César Milstein ( born October 8, 1927 in Bahía Blanca, Argentina, † March 24, 2002 in Cambridge, England) was an Argentine molecular biologist.

Milstein grew up as the second of three sons of a Jewish immigrant and a teacher up in modest circumstances. Nevertheless, his parents allowed him to study chemistry at the University of Buenos Aires, which he completed after a period of seven years in 1952 with a diploma. In his time as a politically active student, he met his future wife, Celia, whom he married after his graduation. After an interruption of studies, while for a few months, he worked on a kibbutz in Israel and Others, he received his doctorate in 1957 at the Medical College of the University of Buenos Aires in chemistry with a theme for the enzymatic kinetics of aldehyde dehydrogenase. From 1957 to 1963 he was a member of the Instituto Nacional de microbiologia in Buenos Aires, of which he was 1961-1963. Meantime he worked postdoktoral at the Faculty of Biochemistry at the University of Cambridge in England, where he worked on the properties of the enzyme phosphoglucomutase. This he learned Frederick Sanger know in whose group he worked 1960-1961. From 1963 Milstein was, together with Sanger for scientific staff of the newly founded Institute of Molecular Biology at the University of Cambridge. Sanger encouraged Milstein to move his scientific focus on immunology. In 1983 Milstein was Head of the Department for protein and nucleic acid chemistry at Cambridge.

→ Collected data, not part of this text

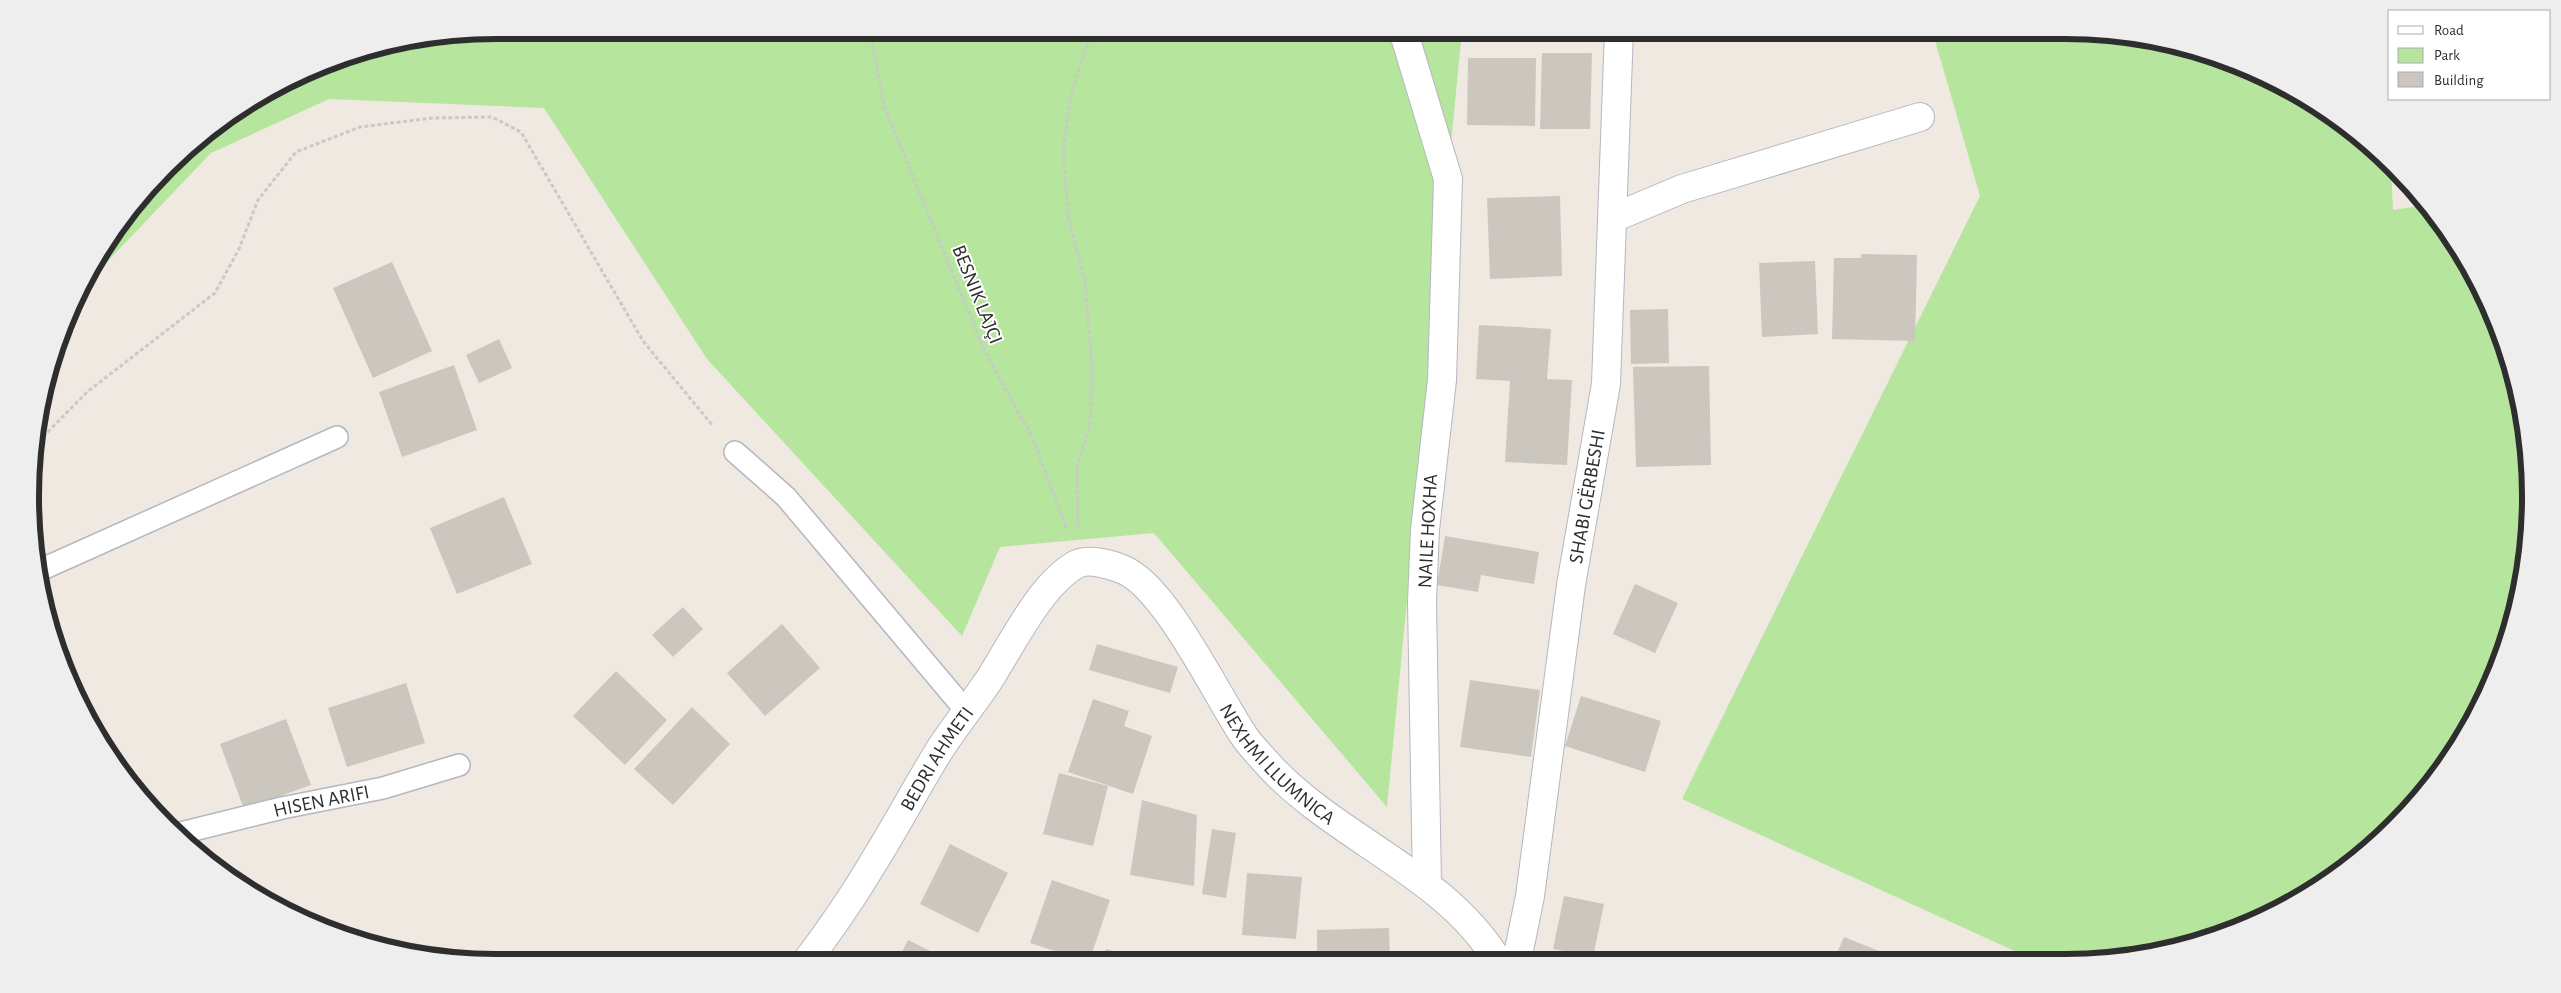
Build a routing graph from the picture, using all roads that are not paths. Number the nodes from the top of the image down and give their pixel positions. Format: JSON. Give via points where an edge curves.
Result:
{"nodes":[{"id":1,"x":1406,"y":39,"type":"edge"},
{"id":2,"x":1620,"y":39,"type":"edge"},
{"id":3,"x":1920,"y":117,"type":"dead end"},
{"id":4,"x":1613,"y":218,"type":"junction"},
{"id":5,"x":337,"y":437,"type":"dead end"},
{"id":6,"x":735,"y":452,"type":"road end"},
{"id":7,"x":1079,"y":562,"type":"joint"},
{"id":8,"x":45,"y":568,"type":"edge"},
{"id":9,"x":967,"y":712,"type":"junction"},
{"id":10,"x":459,"y":765,"type":"dead end"},
{"id":11,"x":185,"y":832,"type":"edge"},
{"id":12,"x":1427,"y":885,"type":"junction"},
{"id":13,"x":812,"y":954,"type":"edge"},
{"id":14,"x":1494,"y":954,"type":"edge"},
{"id":15,"x":1518,"y":954,"type":"edge"}],
"edges":[{"from":1,"to":12,"type":"street","name":"NAILE HOXHA","via":[[1448,179],[1442,380],[1424,530]]},
{"from":2,"to":4,"type":"street","name":"SHABI GËRBESHI"},
{"from":3,"to":4,"type":"street","via":[[1682,189]]},
{"from":4,"to":15,"type":"street","name":"SHABI GËRBESHI","via":[[1606,384],[1572,585],[1530,896]]},
{"from":5,"to":8,"type":"lane"},
{"from":6,"to":9,"type":"lane","via":[[786,497]]},
{"from":7,"to":9,"type":"street","name":"BEDRI AHMETI","via":[[1055,581],[1031,612]]},
{"from":7,"to":12,"type":"street","name":"NEXHMI LLUMNICA","via":[[1100,562],[1126,570],[1150,592],[1175,623],[1245,738],[1281,780],[1328,818]]},
{"from":9,"to":13,"type":"street","name":"BEDRI AHMETI","via":[[942,746],[872,867]]},
{"from":10,"to":11,"type":"lane","name":"HISEN ARIFI","via":[[383,788]]},
{"from":12,"to":14,"type":"street","name":"NEXHMI LLUMNICA","via":[[1463,917]]}]}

Most of his scientific career Milstein was devoted to the structural analysis of antibodies as well as the mechanisms that are responsible for the high diversity of these immunoglobulins. In this context, he developed in 1975 together with Georges Kohler JF, the hybridoma technique of producing large amounts of monoclonal antibody was facilitated by fusion of a myeloma cell line with a B- lymphocyte. This discovery led to an enormous expansion in the use of antibodies in science and medicine. In 1984 he was awarded for this work Niels Kaj Jerne, together with Georges JF Köhler and the Nobel Prize for Physiology or Medicine. He received numerous other awards, including the 1979 Avery - Landsteiner Prize, 1980 Robert Koch Prize, the Wellcome Prize and the Louisa Gross Horwitz Prize, the 1981 Alfred P. Sloan, Jr. Prize and a Gairdner Foundation International Award, 1982, the Royal Medal of the Royal Society, in 1983 Carlos J. Finlay prize - UNESCO and the 1984 Albert Lasker Award for Basic Medical Research. In addition, he was elected in 1982 as a member of the German Academy of Sciences Leopoldina.

César Milstein died 74 years old at the consequences of chronic cardiac insufficiency. The asteroid ( 11776 ) Milstein was named after him on May 1, 2003.